Communiqué L'Avantage - redactionrimouski@lexismedia.ca

Manifestation contre la brutalité policière à Rimouski

La 25e Journée internationale contre la brutalité policière a été soulignée, hier, à Rimouski.

©Photo Gracieuseté

Une installation rappelant un cimetière a été mise en place devant les bureaux de la Sûreté du Québec pour souligner sa « responsabilité institutionnelle quant à ces violences étatiques ».

La 25e Journée internationale contre la brutalité policière a été soulignée, hier, à Rimouski.

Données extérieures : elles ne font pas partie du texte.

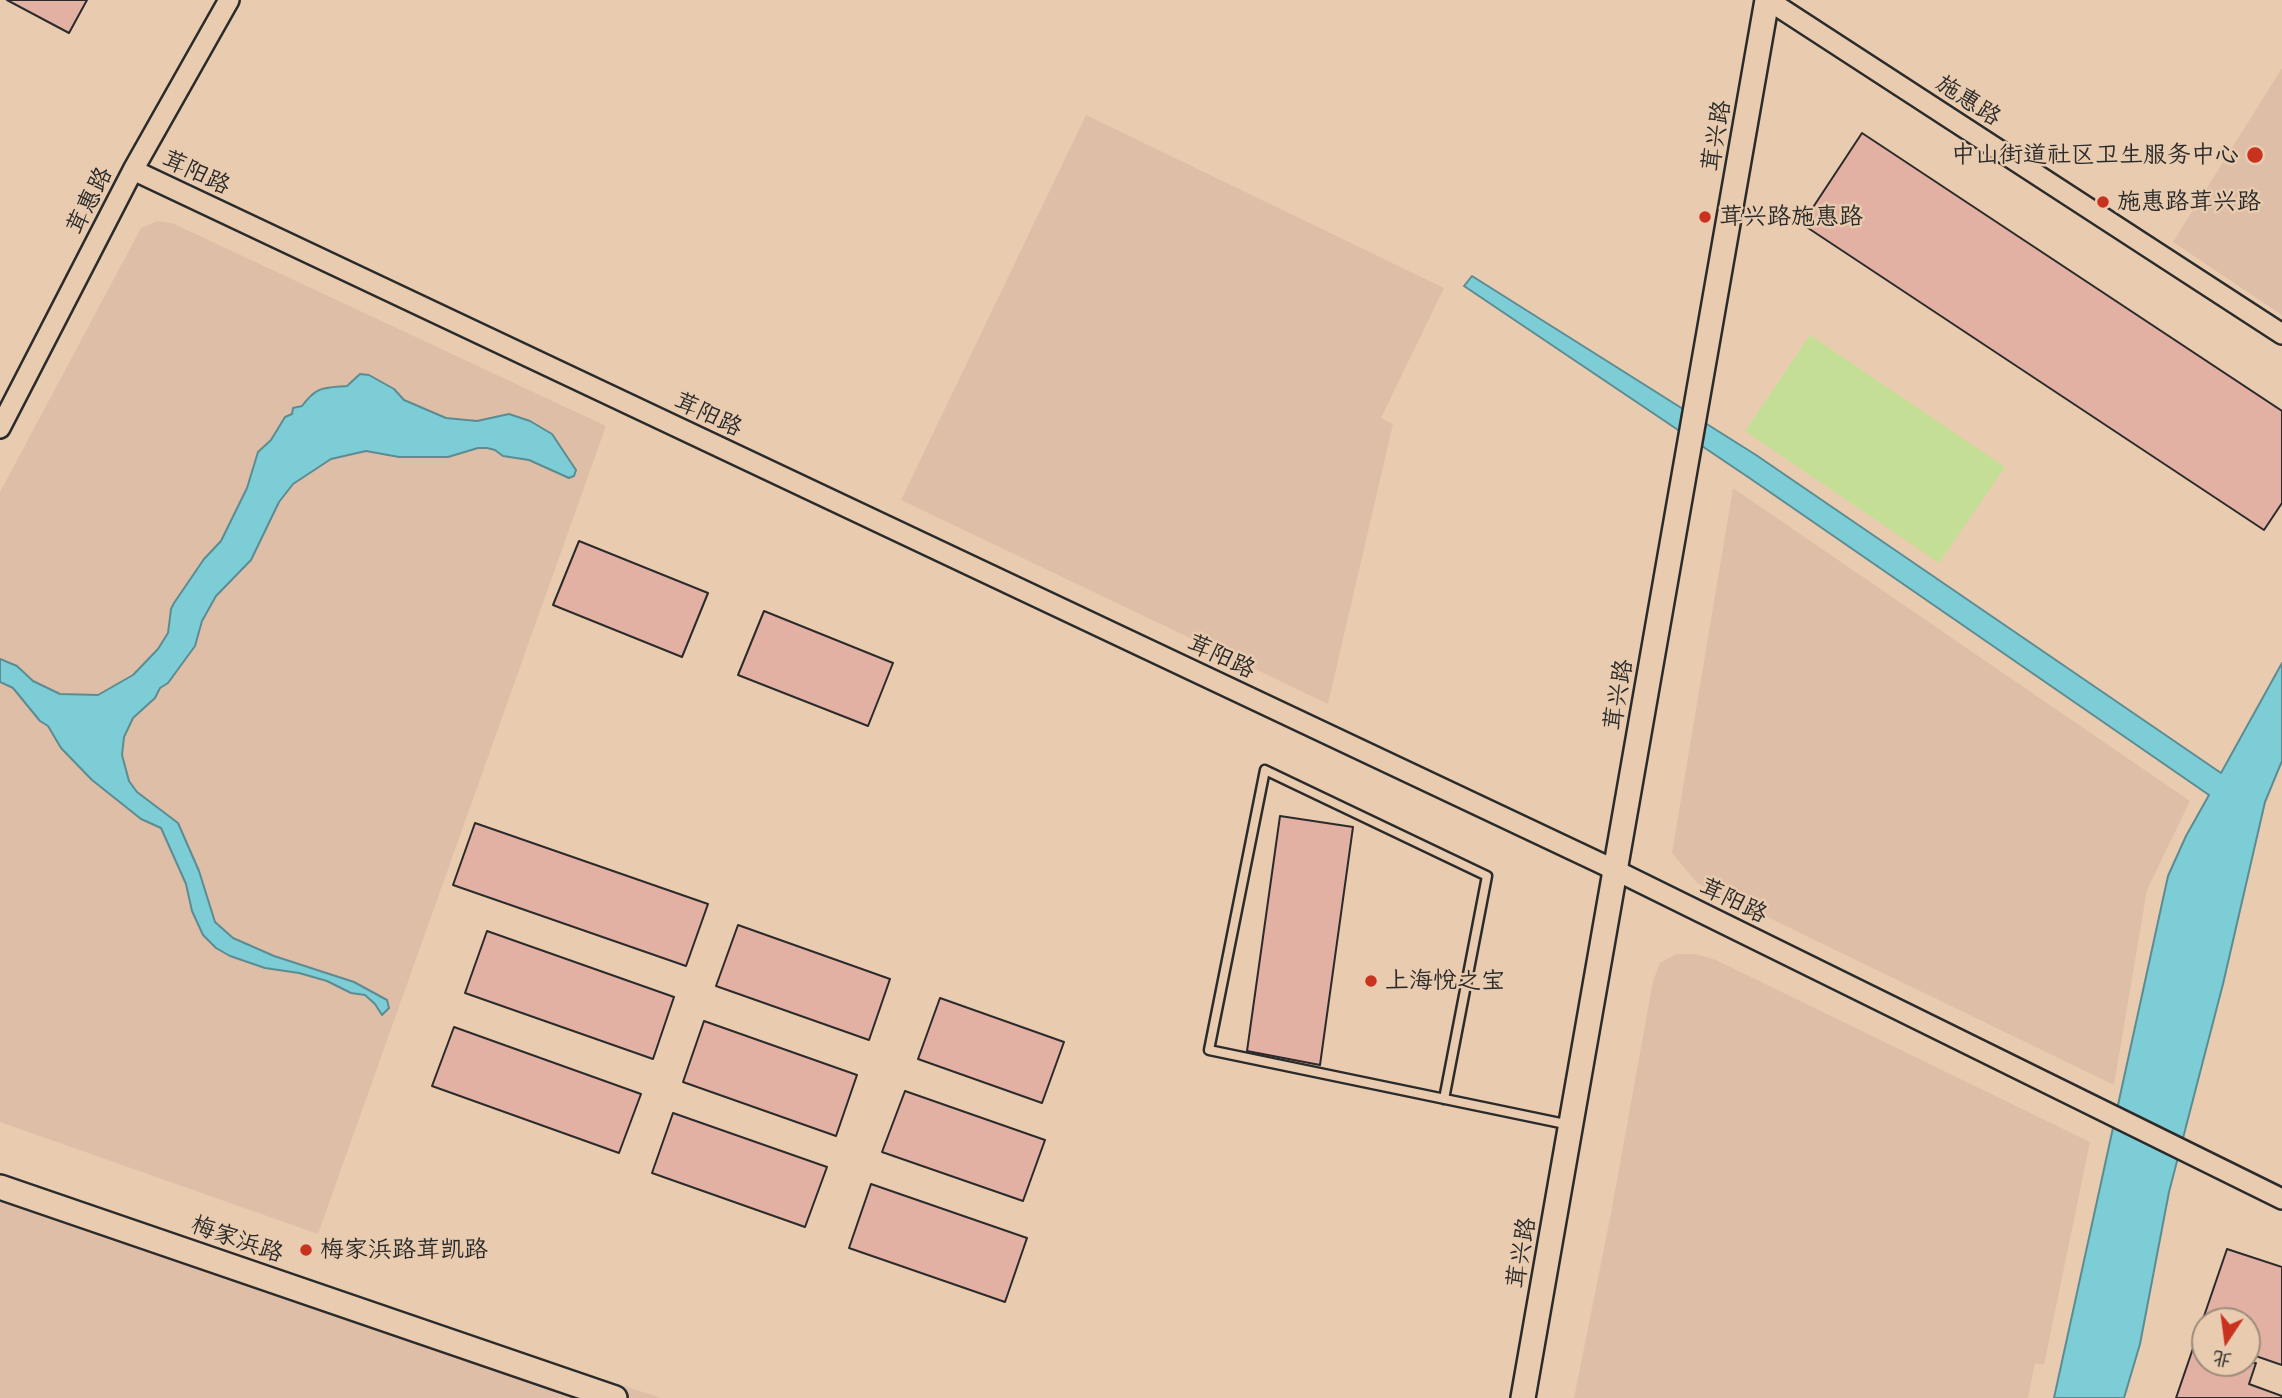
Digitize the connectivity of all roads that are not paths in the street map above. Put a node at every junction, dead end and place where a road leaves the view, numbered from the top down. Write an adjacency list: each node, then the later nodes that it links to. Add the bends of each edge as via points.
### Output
1 (229, 0): 3 (street, 茸惠路)
2 (1767, 0): 4 (street, 施惠路); 6 (main road, 茸兴路)
3 (133, 170): 5 (street, 茸惠路); 6 (street, 茸阳路)
4 (2282, 334)
5 (0, 428)
6 (1615, 870): 8 (main road, 茸兴路); 10 (street, 茸阳路)
7 (1444, 1099): 7 (lane, via 1209,1050 1265,770 1487,876); 8 (lane)
8 (1570, 1125): 13 (main road, 茸兴路)
9 (0, 1187): 11 (main road, 梅家浜路)
10 (2282, 1199)
11 (560, 1389): 12 (main road, 梅家浜路)
12 (603, 1396)
13 (1523, 1398)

Une vingtaine de personnes - selon les organisateurs - se sont réunies pour commémorer le décès de 38 personnes tuées par un corps policier canadien en 2020, peut-on lire dans un communiqué de presse. Une installation rappelant un cimetière a été mise en place devant les bureaux de la Sûreté du Québec pour souligner sa « responsabilité institutionnelle quant à ces violences étatiques ».

« Les cas de blessures et de décès pendant les interventions policières ne sont pas des cas isolés, mais bien des symptômes d'une institution violente qui utilise la répression plutôt que l'empathie pour régler des situations conflictuelles », affirme l'un des initiateurs de la commémoration, Martin Parent.

« Quand on regarde aussi l'origine des personnes qui ont reçu des coups de feu des policiers en 2020, on se rend compte que près de la moitié étaient membres des Premières Nations », ajoute M. Parent

Plus tard cette semaine, de petites affiches expliquant les circonstances des décès liés à des interventions policières seront présentées dans l'espace public. « Nous voulons attirer l'attention sur le fait que dans presque tous les cas, la victime était en crise. Il est dangereux que des policiers soient appelés à intervenir auprès de personnes en détresse alors qu'ils n'ont pas une formation appropriée et que leurs interventions mènent souvent à une confrontation plutôt qu'à une désescalade », estime Martin Parent.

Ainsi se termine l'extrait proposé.